Dataset entries
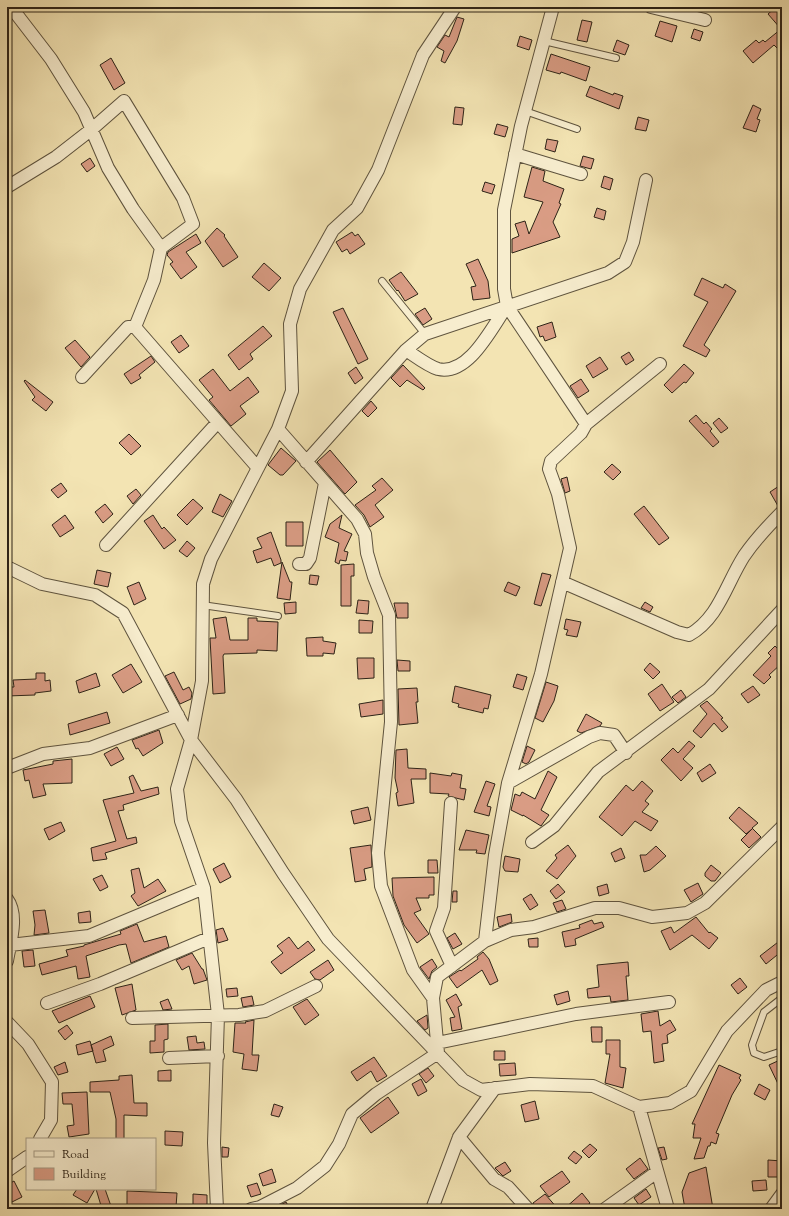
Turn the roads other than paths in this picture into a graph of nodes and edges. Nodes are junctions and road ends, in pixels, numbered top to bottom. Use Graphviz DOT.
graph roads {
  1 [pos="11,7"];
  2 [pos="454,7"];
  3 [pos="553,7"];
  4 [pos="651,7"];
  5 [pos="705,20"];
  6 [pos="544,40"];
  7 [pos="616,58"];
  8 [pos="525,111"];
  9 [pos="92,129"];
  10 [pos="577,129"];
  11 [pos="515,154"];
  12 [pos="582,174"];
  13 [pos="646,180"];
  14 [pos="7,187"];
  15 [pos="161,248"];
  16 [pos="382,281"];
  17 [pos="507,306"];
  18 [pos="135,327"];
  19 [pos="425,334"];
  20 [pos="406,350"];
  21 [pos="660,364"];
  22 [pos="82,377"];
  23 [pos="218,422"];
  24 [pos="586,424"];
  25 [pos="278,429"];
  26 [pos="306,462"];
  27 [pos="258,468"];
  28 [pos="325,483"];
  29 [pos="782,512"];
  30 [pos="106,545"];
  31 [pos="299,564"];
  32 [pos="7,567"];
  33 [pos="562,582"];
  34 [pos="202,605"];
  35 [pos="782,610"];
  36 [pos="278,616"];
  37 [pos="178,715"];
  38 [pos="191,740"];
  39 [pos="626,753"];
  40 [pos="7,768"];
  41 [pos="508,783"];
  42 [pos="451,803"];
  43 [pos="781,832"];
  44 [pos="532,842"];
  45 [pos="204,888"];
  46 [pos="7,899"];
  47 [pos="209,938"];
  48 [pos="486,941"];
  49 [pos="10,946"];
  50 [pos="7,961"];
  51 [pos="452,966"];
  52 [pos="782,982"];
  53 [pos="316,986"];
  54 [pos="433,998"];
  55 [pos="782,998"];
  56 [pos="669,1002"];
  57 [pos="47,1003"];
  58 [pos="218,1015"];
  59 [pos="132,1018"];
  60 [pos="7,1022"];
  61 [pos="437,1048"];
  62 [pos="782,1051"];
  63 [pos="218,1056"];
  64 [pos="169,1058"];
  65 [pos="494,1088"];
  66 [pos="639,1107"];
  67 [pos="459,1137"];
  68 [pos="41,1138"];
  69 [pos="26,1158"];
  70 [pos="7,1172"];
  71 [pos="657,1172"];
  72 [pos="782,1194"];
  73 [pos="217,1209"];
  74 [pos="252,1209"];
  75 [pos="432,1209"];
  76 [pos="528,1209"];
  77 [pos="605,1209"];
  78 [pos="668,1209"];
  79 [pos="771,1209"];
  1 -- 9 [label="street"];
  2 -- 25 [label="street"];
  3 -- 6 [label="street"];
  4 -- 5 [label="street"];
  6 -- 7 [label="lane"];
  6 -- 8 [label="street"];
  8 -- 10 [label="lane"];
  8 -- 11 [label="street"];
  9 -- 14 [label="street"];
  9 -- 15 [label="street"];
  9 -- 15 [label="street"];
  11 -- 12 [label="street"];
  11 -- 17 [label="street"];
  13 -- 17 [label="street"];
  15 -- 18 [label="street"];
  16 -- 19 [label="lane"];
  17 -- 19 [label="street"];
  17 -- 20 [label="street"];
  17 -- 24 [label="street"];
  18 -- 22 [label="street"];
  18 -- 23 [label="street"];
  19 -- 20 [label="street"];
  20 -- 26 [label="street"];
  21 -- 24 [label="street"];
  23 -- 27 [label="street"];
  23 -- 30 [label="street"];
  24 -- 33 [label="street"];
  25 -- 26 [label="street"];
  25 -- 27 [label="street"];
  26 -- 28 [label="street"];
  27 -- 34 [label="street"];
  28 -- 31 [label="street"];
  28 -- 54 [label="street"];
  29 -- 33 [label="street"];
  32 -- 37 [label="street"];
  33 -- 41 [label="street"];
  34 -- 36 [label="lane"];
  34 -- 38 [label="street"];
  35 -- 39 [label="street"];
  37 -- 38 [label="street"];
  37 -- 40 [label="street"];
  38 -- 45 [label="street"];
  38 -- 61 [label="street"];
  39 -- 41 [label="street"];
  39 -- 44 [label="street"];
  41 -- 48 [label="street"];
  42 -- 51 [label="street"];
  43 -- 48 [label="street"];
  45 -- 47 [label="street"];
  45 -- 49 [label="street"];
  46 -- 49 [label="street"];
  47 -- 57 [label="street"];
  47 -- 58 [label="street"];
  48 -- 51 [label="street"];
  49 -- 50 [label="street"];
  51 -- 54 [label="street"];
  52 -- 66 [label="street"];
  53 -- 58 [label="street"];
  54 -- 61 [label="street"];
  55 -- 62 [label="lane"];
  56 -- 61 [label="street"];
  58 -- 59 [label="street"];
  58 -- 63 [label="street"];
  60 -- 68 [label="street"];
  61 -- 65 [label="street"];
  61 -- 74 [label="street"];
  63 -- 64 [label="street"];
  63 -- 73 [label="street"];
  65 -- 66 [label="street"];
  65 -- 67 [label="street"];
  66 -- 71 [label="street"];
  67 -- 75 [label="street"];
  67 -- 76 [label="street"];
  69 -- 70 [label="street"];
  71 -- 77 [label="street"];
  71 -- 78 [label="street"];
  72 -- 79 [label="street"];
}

Required action
Word for word, restate all of the records. Exclude the pictures.

Answer below
Turn the roads other than paths in this picture into a graph of nodes and edges. Nodes are junctions and road ends, in pixels, numbered top to bottom. Use Graphviz DOT.
graph roads {
  1 [pos="11,7"];
  2 [pos="454,7"];
  3 [pos="553,7"];
  4 [pos="651,7"];
  5 [pos="705,20"];
  6 [pos="544,40"];
  7 [pos="616,58"];
  8 [pos="525,111"];
  9 [pos="92,129"];
  10 [pos="577,129"];
  11 [pos="515,154"];
  12 [pos="582,174"];
  13 [pos="646,180"];
  14 [pos="7,187"];
  15 [pos="161,248"];
  16 [pos="382,281"];
  17 [pos="507,306"];
  18 [pos="135,327"];
  19 [pos="425,334"];
  20 [pos="406,350"];
  21 [pos="660,364"];
  22 [pos="82,377"];
  23 [pos="218,422"];
  24 [pos="586,424"];
  25 [pos="278,429"];
  26 [pos="306,462"];
  27 [pos="258,468"];
  28 [pos="325,483"];
  29 [pos="782,512"];
  30 [pos="106,545"];
  31 [pos="299,564"];
  32 [pos="7,567"];
  33 [pos="562,582"];
  34 [pos="202,605"];
  35 [pos="782,610"];
  36 [pos="278,616"];
  37 [pos="178,715"];
  38 [pos="191,740"];
  39 [pos="626,753"];
  40 [pos="7,768"];
  41 [pos="508,783"];
  42 [pos="451,803"];
  43 [pos="781,832"];
  44 [pos="532,842"];
  45 [pos="204,888"];
  46 [pos="7,899"];
  47 [pos="209,938"];
  48 [pos="486,941"];
  49 [pos="10,946"];
  50 [pos="7,961"];
  51 [pos="452,966"];
  52 [pos="782,982"];
  53 [pos="316,986"];
  54 [pos="433,998"];
  55 [pos="782,998"];
  56 [pos="669,1002"];
  57 [pos="47,1003"];
  58 [pos="218,1015"];
  59 [pos="132,1018"];
  60 [pos="7,1022"];
  61 [pos="437,1048"];
  62 [pos="782,1051"];
  63 [pos="218,1056"];
  64 [pos="169,1058"];
  65 [pos="494,1088"];
  66 [pos="639,1107"];
  67 [pos="459,1137"];
  68 [pos="41,1138"];
  69 [pos="26,1158"];
  70 [pos="7,1172"];
  71 [pos="657,1172"];
  72 [pos="782,1194"];
  73 [pos="217,1209"];
  74 [pos="252,1209"];
  75 [pos="432,1209"];
  76 [pos="528,1209"];
  77 [pos="605,1209"];
  78 [pos="668,1209"];
  79 [pos="771,1209"];
  1 -- 9 [label="street"];
  2 -- 25 [label="street"];
  3 -- 6 [label="street"];
  4 -- 5 [label="street"];
  6 -- 7 [label="lane"];
  6 -- 8 [label="street"];
  8 -- 10 [label="lane"];
  8 -- 11 [label="street"];
  9 -- 14 [label="street"];
  9 -- 15 [label="street"];
  9 -- 15 [label="street"];
  11 -- 12 [label="street"];
  11 -- 17 [label="street"];
  13 -- 17 [label="street"];
  15 -- 18 [label="street"];
  16 -- 19 [label="lane"];
  17 -- 19 [label="street"];
  17 -- 20 [label="street"];
  17 -- 24 [label="street"];
  18 -- 22 [label="street"];
  18 -- 23 [label="street"];
  19 -- 20 [label="street"];
  20 -- 26 [label="street"];
  21 -- 24 [label="street"];
  23 -- 27 [label="street"];
  23 -- 30 [label="street"];
  24 -- 33 [label="street"];
  25 -- 26 [label="street"];
  25 -- 27 [label="street"];
  26 -- 28 [label="street"];
  27 -- 34 [label="street"];
  28 -- 31 [label="street"];
  28 -- 54 [label="street"];
  29 -- 33 [label="street"];
  32 -- 37 [label="street"];
  33 -- 41 [label="street"];
  34 -- 36 [label="lane"];
  34 -- 38 [label="street"];
  35 -- 39 [label="street"];
  37 -- 38 [label="street"];
  37 -- 40 [label="street"];
  38 -- 45 [label="street"];
  38 -- 61 [label="street"];
  39 -- 41 [label="street"];
  39 -- 44 [label="street"];
  41 -- 48 [label="street"];
  42 -- 51 [label="street"];
  43 -- 48 [label="street"];
  45 -- 47 [label="street"];
  45 -- 49 [label="street"];
  46 -- 49 [label="street"];
  47 -- 57 [label="street"];
  47 -- 58 [label="street"];
  48 -- 51 [label="street"];
  49 -- 50 [label="street"];
  51 -- 54 [label="street"];
  52 -- 66 [label="street"];
  53 -- 58 [label="street"];
  54 -- 61 [label="street"];
  55 -- 62 [label="lane"];
  56 -- 61 [label="street"];
  58 -- 59 [label="street"];
  58 -- 63 [label="street"];
  60 -- 68 [label="street"];
  61 -- 65 [label="street"];
  61 -- 74 [label="street"];
  63 -- 64 [label="street"];
  63 -- 73 [label="street"];
  65 -- 66 [label="street"];
  65 -- 67 [label="street"];
  66 -- 71 [label="street"];
  67 -- 75 [label="street"];
  67 -- 76 [label="street"];
  69 -- 70 [label="street"];
  71 -- 77 [label="street"];
  71 -- 78 [label="street"];
  72 -- 79 [label="street"];
}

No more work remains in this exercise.